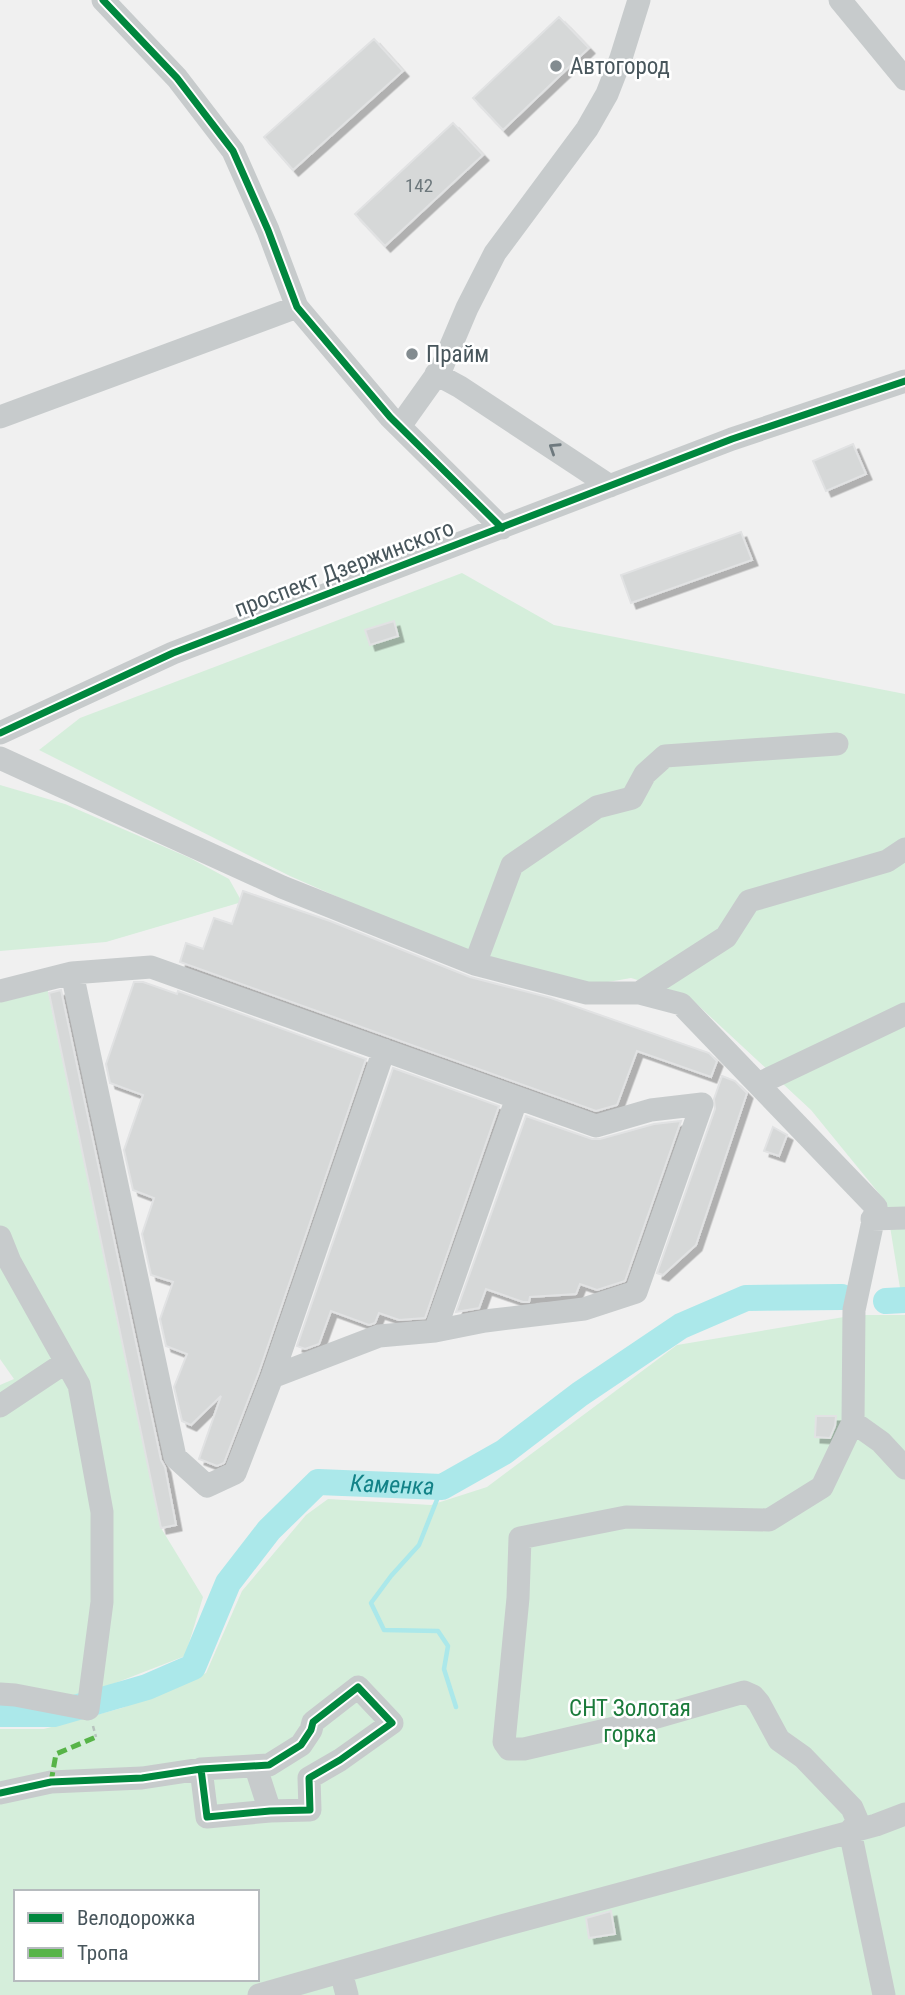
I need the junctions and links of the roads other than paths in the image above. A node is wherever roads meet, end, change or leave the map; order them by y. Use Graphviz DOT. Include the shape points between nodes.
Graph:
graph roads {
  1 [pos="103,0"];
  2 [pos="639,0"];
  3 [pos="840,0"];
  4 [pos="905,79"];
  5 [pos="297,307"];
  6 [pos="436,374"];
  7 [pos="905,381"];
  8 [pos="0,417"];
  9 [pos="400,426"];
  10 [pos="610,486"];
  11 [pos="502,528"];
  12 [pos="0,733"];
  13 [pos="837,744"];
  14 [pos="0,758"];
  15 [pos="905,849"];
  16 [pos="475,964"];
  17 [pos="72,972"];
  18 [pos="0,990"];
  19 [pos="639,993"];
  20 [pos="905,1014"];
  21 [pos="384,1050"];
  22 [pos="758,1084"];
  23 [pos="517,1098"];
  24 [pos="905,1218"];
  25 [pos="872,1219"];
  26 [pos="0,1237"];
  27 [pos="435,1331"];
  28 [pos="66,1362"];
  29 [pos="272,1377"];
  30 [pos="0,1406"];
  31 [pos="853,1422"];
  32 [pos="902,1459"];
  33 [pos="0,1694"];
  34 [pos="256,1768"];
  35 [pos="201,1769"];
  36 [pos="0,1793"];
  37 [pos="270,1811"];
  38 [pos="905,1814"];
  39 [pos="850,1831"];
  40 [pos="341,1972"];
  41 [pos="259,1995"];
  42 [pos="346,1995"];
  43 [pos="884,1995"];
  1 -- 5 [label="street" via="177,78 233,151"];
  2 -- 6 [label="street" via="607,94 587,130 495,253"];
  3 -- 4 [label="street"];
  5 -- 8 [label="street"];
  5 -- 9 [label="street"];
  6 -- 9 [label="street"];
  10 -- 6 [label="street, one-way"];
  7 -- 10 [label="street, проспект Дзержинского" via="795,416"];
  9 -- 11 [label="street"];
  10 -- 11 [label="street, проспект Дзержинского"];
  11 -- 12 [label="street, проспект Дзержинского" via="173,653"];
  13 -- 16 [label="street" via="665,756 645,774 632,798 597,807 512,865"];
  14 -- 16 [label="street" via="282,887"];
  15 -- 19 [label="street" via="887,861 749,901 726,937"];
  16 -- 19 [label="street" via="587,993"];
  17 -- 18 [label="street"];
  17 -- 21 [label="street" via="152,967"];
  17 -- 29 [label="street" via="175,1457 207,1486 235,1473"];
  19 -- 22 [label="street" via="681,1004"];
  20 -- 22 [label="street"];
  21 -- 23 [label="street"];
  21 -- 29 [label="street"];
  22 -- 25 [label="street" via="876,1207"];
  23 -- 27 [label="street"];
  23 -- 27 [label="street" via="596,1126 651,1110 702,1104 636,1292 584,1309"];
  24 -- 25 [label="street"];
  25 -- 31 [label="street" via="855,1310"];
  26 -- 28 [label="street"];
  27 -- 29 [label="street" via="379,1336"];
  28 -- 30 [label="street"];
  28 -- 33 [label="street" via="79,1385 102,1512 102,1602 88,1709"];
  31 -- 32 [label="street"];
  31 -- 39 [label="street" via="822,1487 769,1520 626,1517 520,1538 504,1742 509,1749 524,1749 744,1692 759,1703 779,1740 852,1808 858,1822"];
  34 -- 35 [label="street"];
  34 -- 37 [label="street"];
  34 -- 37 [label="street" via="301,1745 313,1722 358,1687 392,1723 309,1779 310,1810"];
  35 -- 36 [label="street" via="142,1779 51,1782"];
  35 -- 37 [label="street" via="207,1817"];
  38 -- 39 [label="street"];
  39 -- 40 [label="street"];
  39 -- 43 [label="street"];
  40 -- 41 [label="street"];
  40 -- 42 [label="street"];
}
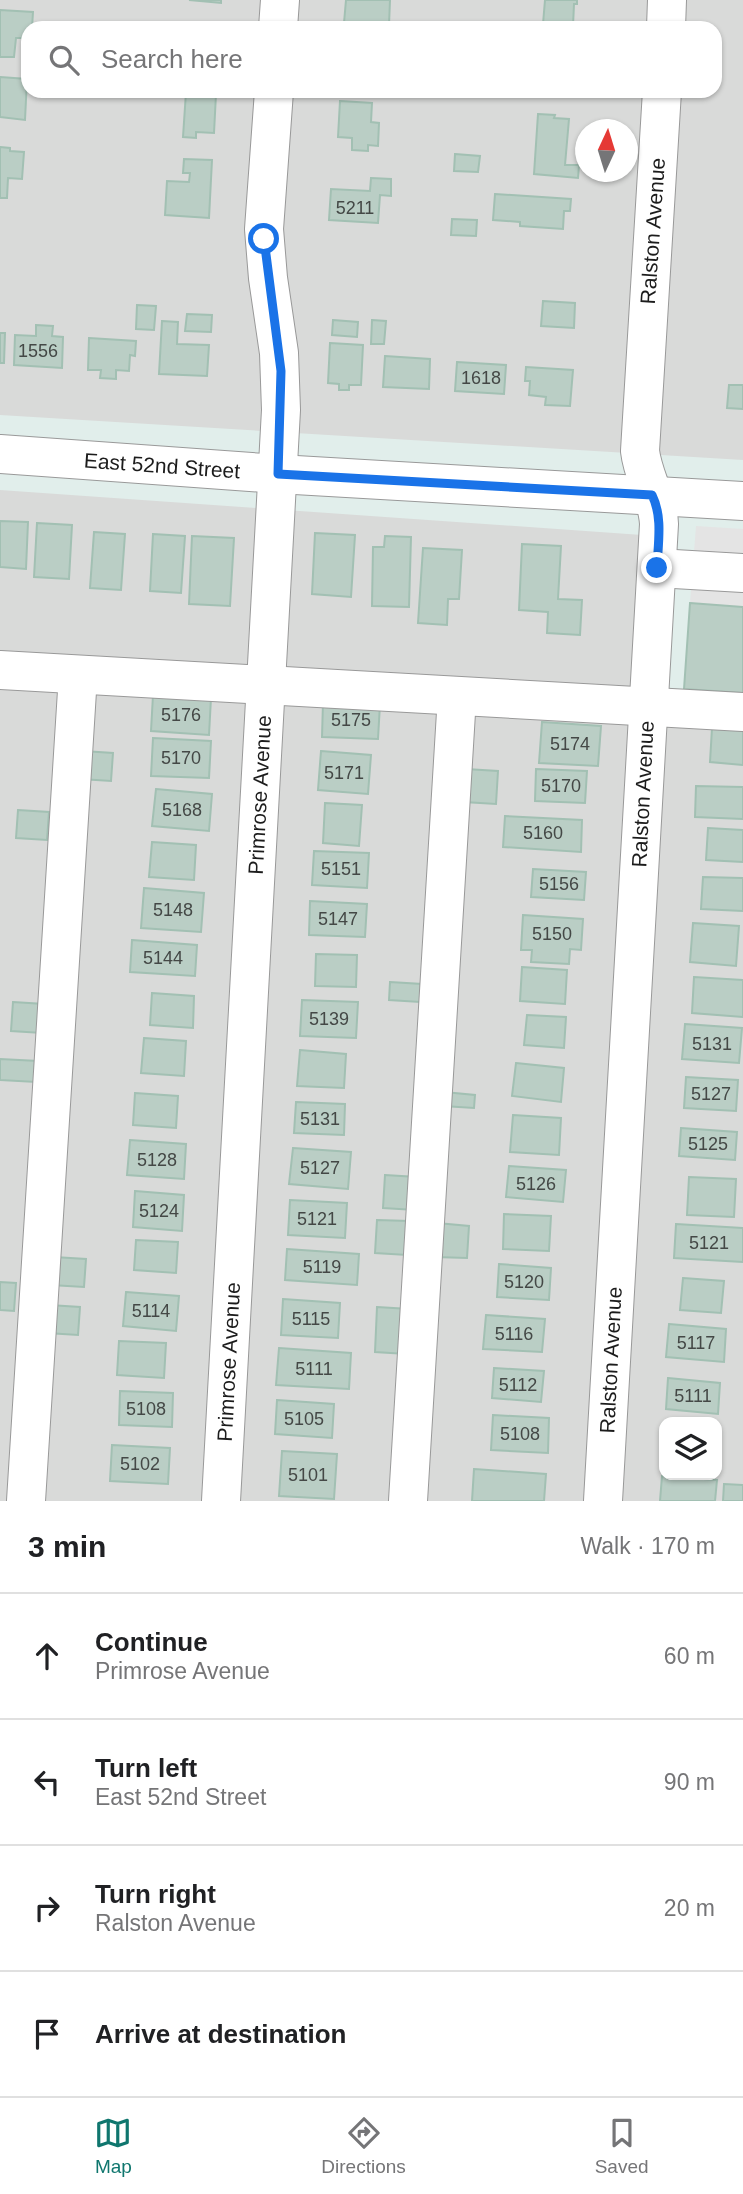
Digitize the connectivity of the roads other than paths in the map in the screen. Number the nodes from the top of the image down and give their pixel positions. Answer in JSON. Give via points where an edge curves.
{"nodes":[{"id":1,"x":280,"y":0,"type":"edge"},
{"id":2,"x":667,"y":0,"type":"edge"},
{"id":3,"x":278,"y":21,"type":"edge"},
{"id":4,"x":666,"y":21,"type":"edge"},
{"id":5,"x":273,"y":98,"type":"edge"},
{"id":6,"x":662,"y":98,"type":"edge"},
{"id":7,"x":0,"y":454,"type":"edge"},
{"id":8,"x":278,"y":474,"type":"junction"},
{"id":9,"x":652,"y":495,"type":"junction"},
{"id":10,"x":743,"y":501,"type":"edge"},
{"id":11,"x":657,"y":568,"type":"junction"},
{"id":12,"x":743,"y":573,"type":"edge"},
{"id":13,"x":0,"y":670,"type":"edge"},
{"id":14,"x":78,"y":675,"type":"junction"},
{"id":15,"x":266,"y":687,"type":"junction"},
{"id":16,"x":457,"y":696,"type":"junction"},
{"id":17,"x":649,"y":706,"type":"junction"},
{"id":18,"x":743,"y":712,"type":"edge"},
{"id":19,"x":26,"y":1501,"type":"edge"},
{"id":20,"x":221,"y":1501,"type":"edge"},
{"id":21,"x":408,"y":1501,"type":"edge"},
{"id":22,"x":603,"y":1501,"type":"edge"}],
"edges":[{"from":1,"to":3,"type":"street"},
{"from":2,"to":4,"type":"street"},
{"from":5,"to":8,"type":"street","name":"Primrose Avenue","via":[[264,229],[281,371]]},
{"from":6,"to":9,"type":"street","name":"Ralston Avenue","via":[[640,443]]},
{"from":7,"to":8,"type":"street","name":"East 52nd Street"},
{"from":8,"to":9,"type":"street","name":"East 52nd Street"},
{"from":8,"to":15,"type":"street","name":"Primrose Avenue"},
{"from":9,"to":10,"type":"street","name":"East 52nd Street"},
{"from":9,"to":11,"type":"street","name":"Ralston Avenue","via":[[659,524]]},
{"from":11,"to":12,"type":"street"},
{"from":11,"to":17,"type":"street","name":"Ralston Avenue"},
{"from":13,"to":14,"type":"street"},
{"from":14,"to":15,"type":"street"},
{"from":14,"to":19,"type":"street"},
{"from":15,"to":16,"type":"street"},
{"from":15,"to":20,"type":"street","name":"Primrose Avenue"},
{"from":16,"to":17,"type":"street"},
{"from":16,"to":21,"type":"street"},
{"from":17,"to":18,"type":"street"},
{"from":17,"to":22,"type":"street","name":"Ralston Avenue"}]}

**What the exercise asks**
Work out how many lines in the data above hold the word "nodes". Reply with nothing but the count.

**Reply to the exercise**
3